_WHAT YOU SHOULD DO_. All lines from the one containing "index tip: (200, 652)" through the last line below must be duplicated exactly, with nothing outside that span.

+++ THE DATA +++

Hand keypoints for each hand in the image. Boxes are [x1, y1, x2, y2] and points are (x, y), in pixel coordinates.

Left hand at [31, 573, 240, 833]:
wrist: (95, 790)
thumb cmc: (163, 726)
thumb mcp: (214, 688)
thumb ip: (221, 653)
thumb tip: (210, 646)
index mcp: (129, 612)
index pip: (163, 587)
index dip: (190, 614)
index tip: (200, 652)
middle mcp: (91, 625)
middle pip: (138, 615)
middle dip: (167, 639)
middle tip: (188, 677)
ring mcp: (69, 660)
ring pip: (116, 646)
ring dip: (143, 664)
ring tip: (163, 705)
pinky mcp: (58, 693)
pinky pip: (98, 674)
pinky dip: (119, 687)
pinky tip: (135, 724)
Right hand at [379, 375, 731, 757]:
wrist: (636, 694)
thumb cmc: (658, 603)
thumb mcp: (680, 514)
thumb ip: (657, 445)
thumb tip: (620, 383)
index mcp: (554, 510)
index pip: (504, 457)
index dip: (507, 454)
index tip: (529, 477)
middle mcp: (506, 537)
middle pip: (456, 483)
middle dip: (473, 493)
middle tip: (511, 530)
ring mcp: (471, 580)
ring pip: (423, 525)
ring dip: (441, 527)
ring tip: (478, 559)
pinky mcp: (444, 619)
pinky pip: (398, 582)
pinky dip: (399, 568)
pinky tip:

+++

_RESULT FOR THIS EXERCISE_.
index tip: (200, 652)
middle mcp: (91, 625)
middle pip: (138, 615)
middle dip: (167, 639)
middle tip: (188, 677)
ring mcp: (69, 660)
ring pip: (116, 646)
ring dip: (143, 664)
ring tip: (163, 705)
pinky mcp: (58, 693)
pinky pip: (98, 674)
pinky dip: (119, 687)
pinky tip: (135, 724)
Right hand at [379, 375, 731, 757]:
wrist: (636, 694)
thumb cmc: (658, 603)
thumb mcp: (680, 514)
thumb ip: (657, 445)
thumb tip: (620, 383)
index mcp: (554, 510)
index pip: (504, 457)
index dip: (507, 454)
index tip: (529, 477)
middle mcp: (506, 537)
middle pip: (456, 483)
middle dip: (473, 493)
middle tip: (511, 530)
ring mcp: (471, 580)
ring pip: (423, 525)
ring dip: (441, 527)
ring tip: (478, 559)
pinky mcp: (444, 619)
pinky pip: (398, 582)
pinky dip: (399, 568)
pinky tip:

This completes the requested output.